Much had changed by the 1990s. A wave of democratic revolutions across Latin America, Eastern Europe, and Southeast Asia had left the New Order state looking like a Cold War relic. The partial liberalization of public discourse that took place after 1989 only made Suharto more suspicious of disgruntled elites and increasingly reliant upon a small coterie of palace cronies and immediate family. Indonesia had indeed become a family state, but, one in which only Suharto’s wife, children, and in-laws seemed to benefit. Such a narrow support base could not possibly control such a vast and increasingly complex society. When the Asian financial crisis of 1997-1998 hit, Suharto had few friends left and was thus compelled to step aside.
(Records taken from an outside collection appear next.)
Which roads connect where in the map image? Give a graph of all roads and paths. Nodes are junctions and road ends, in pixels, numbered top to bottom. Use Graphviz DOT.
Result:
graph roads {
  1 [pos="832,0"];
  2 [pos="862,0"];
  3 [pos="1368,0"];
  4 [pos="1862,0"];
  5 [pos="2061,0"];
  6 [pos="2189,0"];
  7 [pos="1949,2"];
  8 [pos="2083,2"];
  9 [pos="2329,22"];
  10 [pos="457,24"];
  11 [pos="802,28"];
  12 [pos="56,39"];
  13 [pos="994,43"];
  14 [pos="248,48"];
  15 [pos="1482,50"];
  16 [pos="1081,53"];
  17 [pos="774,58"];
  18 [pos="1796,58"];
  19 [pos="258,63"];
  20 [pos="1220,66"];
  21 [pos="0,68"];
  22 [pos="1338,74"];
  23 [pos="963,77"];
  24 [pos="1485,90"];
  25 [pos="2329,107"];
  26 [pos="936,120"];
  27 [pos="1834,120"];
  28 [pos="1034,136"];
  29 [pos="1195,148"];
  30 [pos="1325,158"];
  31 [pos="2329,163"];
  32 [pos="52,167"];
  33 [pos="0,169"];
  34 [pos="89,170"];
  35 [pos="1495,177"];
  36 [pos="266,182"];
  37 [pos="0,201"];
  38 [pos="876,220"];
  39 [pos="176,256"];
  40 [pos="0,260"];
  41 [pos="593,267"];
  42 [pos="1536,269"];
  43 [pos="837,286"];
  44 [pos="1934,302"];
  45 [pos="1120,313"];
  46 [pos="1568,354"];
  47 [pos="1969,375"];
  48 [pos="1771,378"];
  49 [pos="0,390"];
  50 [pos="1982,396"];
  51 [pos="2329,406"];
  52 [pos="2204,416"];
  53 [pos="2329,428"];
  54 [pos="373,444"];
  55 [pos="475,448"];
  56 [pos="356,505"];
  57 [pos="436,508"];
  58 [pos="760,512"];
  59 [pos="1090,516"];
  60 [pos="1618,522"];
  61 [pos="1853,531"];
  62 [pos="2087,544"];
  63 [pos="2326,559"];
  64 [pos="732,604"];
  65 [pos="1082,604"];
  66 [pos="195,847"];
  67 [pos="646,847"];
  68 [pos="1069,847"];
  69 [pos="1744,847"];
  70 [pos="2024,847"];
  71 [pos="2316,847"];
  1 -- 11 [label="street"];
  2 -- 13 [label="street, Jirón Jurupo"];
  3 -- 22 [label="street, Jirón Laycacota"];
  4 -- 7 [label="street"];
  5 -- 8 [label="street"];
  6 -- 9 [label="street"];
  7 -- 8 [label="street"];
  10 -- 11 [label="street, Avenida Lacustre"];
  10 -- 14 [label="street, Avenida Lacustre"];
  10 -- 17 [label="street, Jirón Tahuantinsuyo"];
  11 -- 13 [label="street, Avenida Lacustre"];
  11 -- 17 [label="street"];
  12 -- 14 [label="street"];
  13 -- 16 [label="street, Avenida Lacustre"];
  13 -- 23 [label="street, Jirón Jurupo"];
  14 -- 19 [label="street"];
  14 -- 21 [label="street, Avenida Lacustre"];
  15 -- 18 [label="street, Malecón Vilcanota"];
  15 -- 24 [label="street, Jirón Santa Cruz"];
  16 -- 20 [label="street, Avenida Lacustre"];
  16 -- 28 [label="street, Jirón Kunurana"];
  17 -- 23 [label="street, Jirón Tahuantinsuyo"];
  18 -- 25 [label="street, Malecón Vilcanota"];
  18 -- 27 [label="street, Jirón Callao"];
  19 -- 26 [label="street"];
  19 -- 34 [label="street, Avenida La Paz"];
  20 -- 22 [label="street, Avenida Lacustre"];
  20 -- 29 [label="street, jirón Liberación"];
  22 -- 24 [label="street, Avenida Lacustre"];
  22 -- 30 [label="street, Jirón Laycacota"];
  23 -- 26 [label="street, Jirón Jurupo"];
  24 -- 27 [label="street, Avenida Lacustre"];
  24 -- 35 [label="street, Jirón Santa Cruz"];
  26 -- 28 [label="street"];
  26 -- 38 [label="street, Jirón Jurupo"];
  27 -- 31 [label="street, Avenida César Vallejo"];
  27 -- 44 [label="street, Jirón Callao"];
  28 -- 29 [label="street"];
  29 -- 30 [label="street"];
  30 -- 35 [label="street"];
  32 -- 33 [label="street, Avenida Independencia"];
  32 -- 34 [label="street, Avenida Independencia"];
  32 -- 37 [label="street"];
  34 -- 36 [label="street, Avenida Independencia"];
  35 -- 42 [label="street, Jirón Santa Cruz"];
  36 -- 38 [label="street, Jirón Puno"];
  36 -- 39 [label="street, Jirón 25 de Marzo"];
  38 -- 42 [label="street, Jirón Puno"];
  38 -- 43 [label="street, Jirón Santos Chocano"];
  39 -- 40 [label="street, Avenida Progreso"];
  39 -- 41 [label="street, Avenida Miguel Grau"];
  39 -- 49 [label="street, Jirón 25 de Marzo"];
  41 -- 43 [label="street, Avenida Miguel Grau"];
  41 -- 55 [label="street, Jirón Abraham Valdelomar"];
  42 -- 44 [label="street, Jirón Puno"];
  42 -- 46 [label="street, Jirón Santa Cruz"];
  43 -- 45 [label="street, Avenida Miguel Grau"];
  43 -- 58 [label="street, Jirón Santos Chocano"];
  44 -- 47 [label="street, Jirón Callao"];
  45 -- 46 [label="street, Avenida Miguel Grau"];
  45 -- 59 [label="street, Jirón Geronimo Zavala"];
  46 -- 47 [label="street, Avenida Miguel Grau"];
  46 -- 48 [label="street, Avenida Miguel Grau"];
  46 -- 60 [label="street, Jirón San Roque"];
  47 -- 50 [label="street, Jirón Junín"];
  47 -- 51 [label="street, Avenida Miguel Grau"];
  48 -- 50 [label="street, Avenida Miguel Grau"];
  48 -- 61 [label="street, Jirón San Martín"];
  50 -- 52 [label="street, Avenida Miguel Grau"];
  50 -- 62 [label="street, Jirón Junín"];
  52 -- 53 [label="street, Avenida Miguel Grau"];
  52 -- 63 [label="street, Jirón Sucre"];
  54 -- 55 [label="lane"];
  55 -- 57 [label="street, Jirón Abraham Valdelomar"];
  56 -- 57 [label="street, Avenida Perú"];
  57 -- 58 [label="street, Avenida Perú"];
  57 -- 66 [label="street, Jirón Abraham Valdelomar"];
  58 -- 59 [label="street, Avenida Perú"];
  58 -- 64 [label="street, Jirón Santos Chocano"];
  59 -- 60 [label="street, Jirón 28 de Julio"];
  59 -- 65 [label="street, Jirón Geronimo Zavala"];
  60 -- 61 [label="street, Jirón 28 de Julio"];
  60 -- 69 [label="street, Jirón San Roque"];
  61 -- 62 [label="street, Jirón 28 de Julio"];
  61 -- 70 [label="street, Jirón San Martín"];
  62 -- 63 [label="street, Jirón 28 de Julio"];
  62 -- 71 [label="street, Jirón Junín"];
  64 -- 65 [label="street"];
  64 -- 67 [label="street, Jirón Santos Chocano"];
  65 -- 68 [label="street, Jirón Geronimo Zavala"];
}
The most worrying finding in Bourchier’s analysis comes in an extensive epilogue which contends that while the New Order may have died politically its organicist ideological tenets have seen a revival in recent years. The callous indifference to socio-economic inequalities that typified Susilo Bambang Yudhoyono’s presidency generated tremendous resentment among the tens of millions of ordinary Indonesians denied the benefits of growth. This situation was made to order for the oligarchic populism that nearly brought Prabowo Subianto to power (Epilogue). Governments led by technocratic experts who claim to know what is best for people with whom they have little in common have generated understandable anger within electorates across the globe. Hence, the underprivileged search for candidates who will at least give voice to their grievances. Thus, Suharto’s most important legacy for the future of Indonesia might be an ideological one. The precepts of authoritarian collectivism he did so much to embed into systems of social thought might long outlast a former First Family now seemingly gone to seed.
New order modalities of domination
There is no denying that Bourchier has written an important book. By focusing on processes of ideational formation, it is an important counterweight to thoroughly statist/administrative interpretations of the New Order. However, it might have been more interesting if Bourchier had engaged in a deeper discussion of the lineages of Indonesian state power. The French Revolutionary and Napoleonic eras not only established the foundations of modern liberal thought, they were also a time of intensified state-building. Indeed, nearly 20 years of French occupation radically altered administrative modalities within the Netherlands. This had an almost immediate effect on the Dutch imperial sphere. Colonial administrators began to apply concepts of sovereignty over populations and within social spheres that had previously been left to their own devices. The construction of this steel frame of administrative power was long and bloody, with many reverses along the way. Yet, by the 1930s the Dutch had managed to create a formidable coercive-extractive apparatus which proved highly effective at crushing resistance whilst simultaneously enriching multinational corporations. This apparatus was not merely something imposed upon the Indonesian archipelago by outsiders for the sake of more efficient exploitation. It was also set of practices harnessed by Suharto and his cohorts to the New Order project. A more extensive examination of how coercive governmentality intertwined with organicist collectivism to produce an extremely oppressive system would have been well worth the effort.